[EXERCISE REQUIREMENTS]: Your output must reproduce all the records below precisely and contain no pictures.

:::

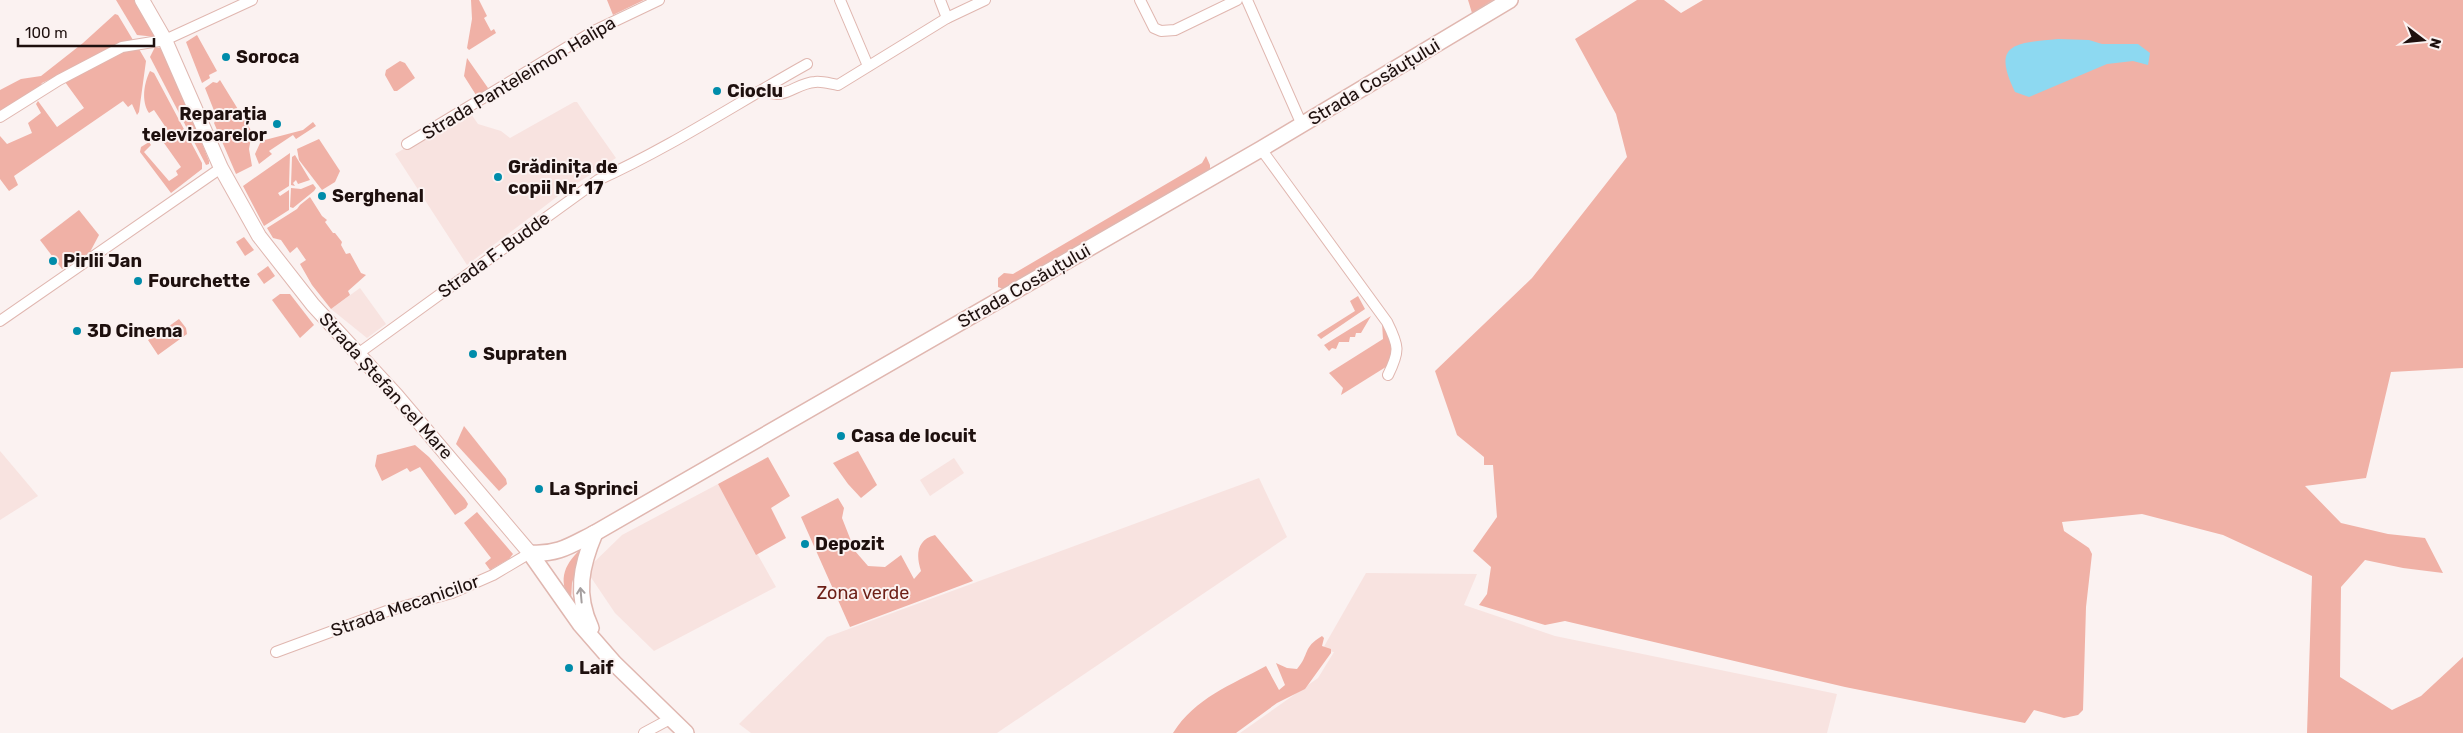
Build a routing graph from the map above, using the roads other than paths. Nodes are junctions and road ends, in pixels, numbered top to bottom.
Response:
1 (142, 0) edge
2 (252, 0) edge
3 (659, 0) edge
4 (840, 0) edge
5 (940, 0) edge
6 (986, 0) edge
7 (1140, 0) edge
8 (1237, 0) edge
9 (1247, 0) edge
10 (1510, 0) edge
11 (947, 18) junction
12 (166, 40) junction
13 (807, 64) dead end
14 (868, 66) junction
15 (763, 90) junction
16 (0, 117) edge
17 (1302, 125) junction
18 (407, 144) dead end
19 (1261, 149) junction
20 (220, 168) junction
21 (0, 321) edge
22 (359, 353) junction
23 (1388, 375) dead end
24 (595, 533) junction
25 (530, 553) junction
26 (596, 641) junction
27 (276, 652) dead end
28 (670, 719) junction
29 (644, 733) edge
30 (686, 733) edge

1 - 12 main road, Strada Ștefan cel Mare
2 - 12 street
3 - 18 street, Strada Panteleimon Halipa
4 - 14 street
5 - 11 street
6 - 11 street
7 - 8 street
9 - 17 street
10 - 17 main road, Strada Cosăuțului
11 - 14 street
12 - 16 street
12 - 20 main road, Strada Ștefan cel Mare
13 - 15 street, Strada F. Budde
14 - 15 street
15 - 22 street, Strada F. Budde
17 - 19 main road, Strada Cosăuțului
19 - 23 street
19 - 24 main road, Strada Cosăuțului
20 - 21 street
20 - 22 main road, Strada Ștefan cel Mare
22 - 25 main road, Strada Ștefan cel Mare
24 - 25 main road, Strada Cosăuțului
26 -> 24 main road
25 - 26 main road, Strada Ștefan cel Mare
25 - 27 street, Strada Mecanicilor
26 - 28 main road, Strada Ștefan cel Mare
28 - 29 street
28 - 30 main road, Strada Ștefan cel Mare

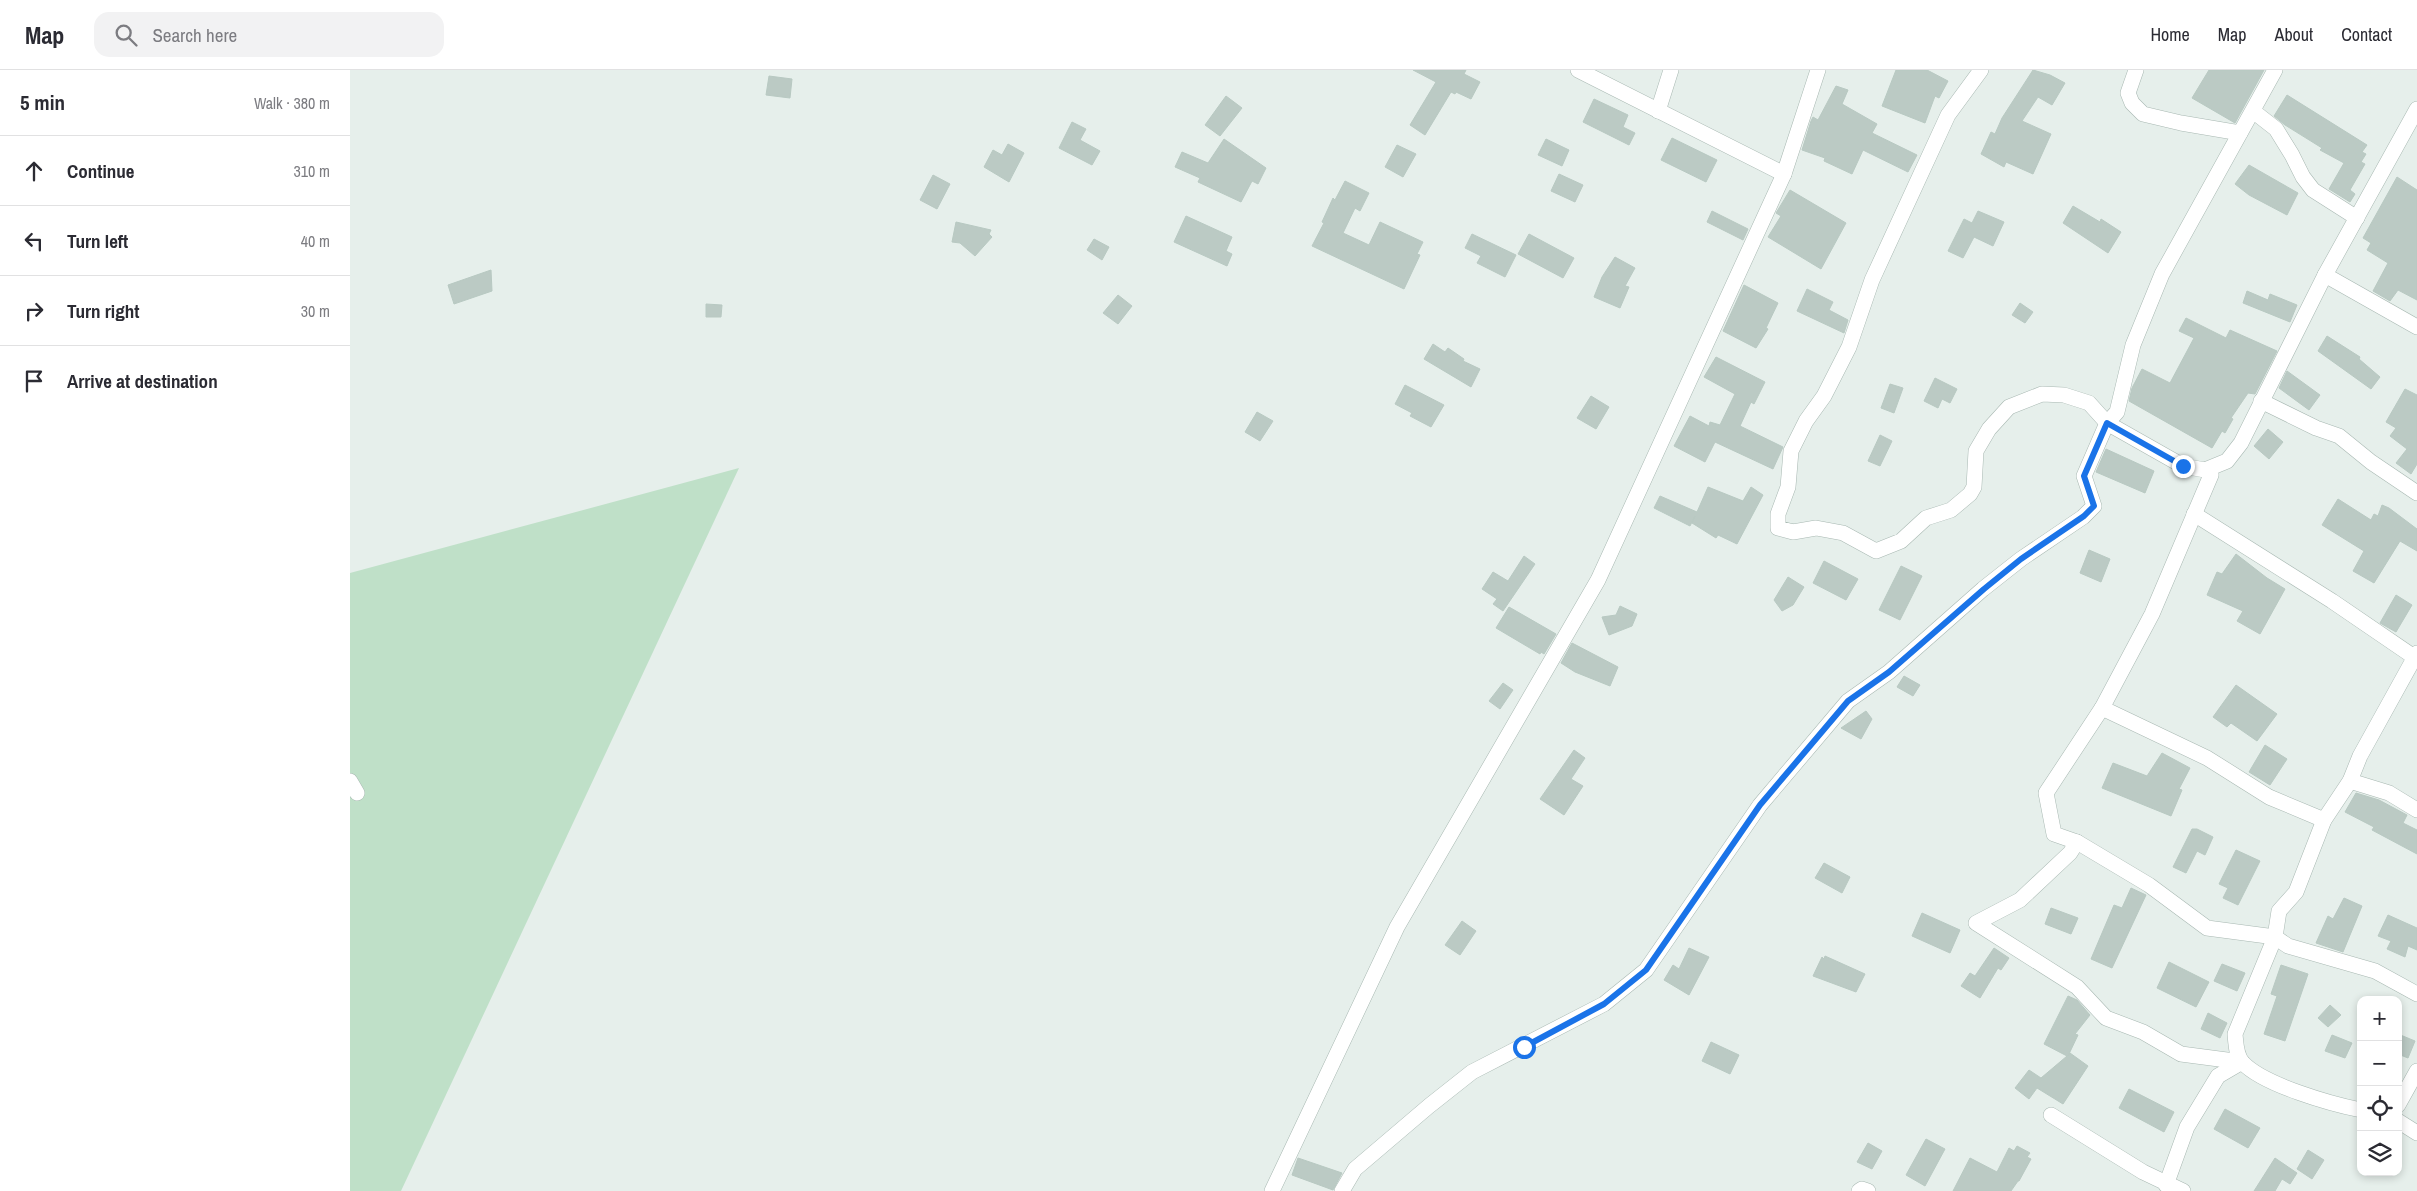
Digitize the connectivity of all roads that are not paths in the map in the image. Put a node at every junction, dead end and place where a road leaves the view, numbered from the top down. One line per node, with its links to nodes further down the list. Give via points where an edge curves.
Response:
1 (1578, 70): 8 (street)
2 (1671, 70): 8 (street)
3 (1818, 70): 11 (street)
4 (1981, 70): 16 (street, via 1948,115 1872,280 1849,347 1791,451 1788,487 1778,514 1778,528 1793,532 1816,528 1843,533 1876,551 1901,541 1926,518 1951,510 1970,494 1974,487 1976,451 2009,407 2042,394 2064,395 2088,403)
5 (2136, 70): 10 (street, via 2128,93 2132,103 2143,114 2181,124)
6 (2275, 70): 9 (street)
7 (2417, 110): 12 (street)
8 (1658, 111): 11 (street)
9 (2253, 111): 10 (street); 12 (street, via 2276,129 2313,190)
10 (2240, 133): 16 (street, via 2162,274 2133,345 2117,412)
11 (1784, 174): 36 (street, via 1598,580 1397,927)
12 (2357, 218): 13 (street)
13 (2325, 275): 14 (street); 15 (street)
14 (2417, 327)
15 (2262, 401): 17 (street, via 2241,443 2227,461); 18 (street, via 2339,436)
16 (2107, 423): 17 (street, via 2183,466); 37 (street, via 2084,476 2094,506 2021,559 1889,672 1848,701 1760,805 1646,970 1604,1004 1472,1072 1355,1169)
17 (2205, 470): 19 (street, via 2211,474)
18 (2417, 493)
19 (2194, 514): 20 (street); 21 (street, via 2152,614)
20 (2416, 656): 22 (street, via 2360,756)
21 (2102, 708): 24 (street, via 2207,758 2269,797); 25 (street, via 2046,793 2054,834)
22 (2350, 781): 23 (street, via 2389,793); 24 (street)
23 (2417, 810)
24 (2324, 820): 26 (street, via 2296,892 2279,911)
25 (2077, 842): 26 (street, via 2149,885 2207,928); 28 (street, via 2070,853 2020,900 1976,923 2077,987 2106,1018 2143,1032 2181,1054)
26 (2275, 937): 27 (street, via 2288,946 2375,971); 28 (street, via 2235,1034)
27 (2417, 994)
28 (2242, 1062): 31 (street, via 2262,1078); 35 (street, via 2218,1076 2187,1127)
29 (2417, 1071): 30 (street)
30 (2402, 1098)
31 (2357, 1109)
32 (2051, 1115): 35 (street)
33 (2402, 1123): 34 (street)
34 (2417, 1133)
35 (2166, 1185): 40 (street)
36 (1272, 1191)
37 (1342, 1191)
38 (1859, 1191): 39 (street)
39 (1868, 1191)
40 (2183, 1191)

:::

[THE COMPLETED TASK]:
Build a routing graph from the map above, using the roads other than paths. Nodes are junctions and road ends, in pixels, numbered top to bottom.
Response:
1 (142, 0) edge
2 (252, 0) edge
3 (659, 0) edge
4 (840, 0) edge
5 (940, 0) edge
6 (986, 0) edge
7 (1140, 0) edge
8 (1237, 0) edge
9 (1247, 0) edge
10 (1510, 0) edge
11 (947, 18) junction
12 (166, 40) junction
13 (807, 64) dead end
14 (868, 66) junction
15 (763, 90) junction
16 (0, 117) edge
17 (1302, 125) junction
18 (407, 144) dead end
19 (1261, 149) junction
20 (220, 168) junction
21 (0, 321) edge
22 (359, 353) junction
23 (1388, 375) dead end
24 (595, 533) junction
25 (530, 553) junction
26 (596, 641) junction
27 (276, 652) dead end
28 (670, 719) junction
29 (644, 733) edge
30 (686, 733) edge

1 - 12 main road, Strada Ștefan cel Mare
2 - 12 street
3 - 18 street, Strada Panteleimon Halipa
4 - 14 street
5 - 11 street
6 - 11 street
7 - 8 street
9 - 17 street
10 - 17 main road, Strada Cosăuțului
11 - 14 street
12 - 16 street
12 - 20 main road, Strada Ștefan cel Mare
13 - 15 street, Strada F. Budde
14 - 15 street
15 - 22 street, Strada F. Budde
17 - 19 main road, Strada Cosăuțului
19 - 23 street
19 - 24 main road, Strada Cosăuțului
20 - 21 street
20 - 22 main road, Strada Ștefan cel Mare
22 - 25 main road, Strada Ștefan cel Mare
24 - 25 main road, Strada Cosăuțului
26 -> 24 main road
25 - 26 main road, Strada Ștefan cel Mare
25 - 27 street, Strada Mecanicilor
26 - 28 main road, Strada Ștefan cel Mare
28 - 29 street
28 - 30 main road, Strada Ștefan cel Mare

Digitize the connectivity of all roads that are not paths in the map in the image. Put a node at every junction, dead end and place where a road leaves the view, numbered from the top down. One line per node, with its links to nodes further down the list. Give via points where an edge curves.
Response:
1 (1578, 70): 8 (street)
2 (1671, 70): 8 (street)
3 (1818, 70): 11 (street)
4 (1981, 70): 16 (street, via 1948,115 1872,280 1849,347 1791,451 1788,487 1778,514 1778,528 1793,532 1816,528 1843,533 1876,551 1901,541 1926,518 1951,510 1970,494 1974,487 1976,451 2009,407 2042,394 2064,395 2088,403)
5 (2136, 70): 10 (street, via 2128,93 2132,103 2143,114 2181,124)
6 (2275, 70): 9 (street)
7 (2417, 110): 12 (street)
8 (1658, 111): 11 (street)
9 (2253, 111): 10 (street); 12 (street, via 2276,129 2313,190)
10 (2240, 133): 16 (street, via 2162,274 2133,345 2117,412)
11 (1784, 174): 36 (street, via 1598,580 1397,927)
12 (2357, 218): 13 (street)
13 (2325, 275): 14 (street); 15 (street)
14 (2417, 327)
15 (2262, 401): 17 (street, via 2241,443 2227,461); 18 (street, via 2339,436)
16 (2107, 423): 17 (street, via 2183,466); 37 (street, via 2084,476 2094,506 2021,559 1889,672 1848,701 1760,805 1646,970 1604,1004 1472,1072 1355,1169)
17 (2205, 470): 19 (street, via 2211,474)
18 (2417, 493)
19 (2194, 514): 20 (street); 21 (street, via 2152,614)
20 (2416, 656): 22 (street, via 2360,756)
21 (2102, 708): 24 (street, via 2207,758 2269,797); 25 (street, via 2046,793 2054,834)
22 (2350, 781): 23 (street, via 2389,793); 24 (street)
23 (2417, 810)
24 (2324, 820): 26 (street, via 2296,892 2279,911)
25 (2077, 842): 26 (street, via 2149,885 2207,928); 28 (street, via 2070,853 2020,900 1976,923 2077,987 2106,1018 2143,1032 2181,1054)
26 (2275, 937): 27 (street, via 2288,946 2375,971); 28 (street, via 2235,1034)
27 (2417, 994)
28 (2242, 1062): 31 (street, via 2262,1078); 35 (street, via 2218,1076 2187,1127)
29 (2417, 1071): 30 (street)
30 (2402, 1098)
31 (2357, 1109)
32 (2051, 1115): 35 (street)
33 (2402, 1123): 34 (street)
34 (2417, 1133)
35 (2166, 1185): 40 (street)
36 (1272, 1191)
37 (1342, 1191)
38 (1859, 1191): 39 (street)
39 (1868, 1191)
40 (2183, 1191)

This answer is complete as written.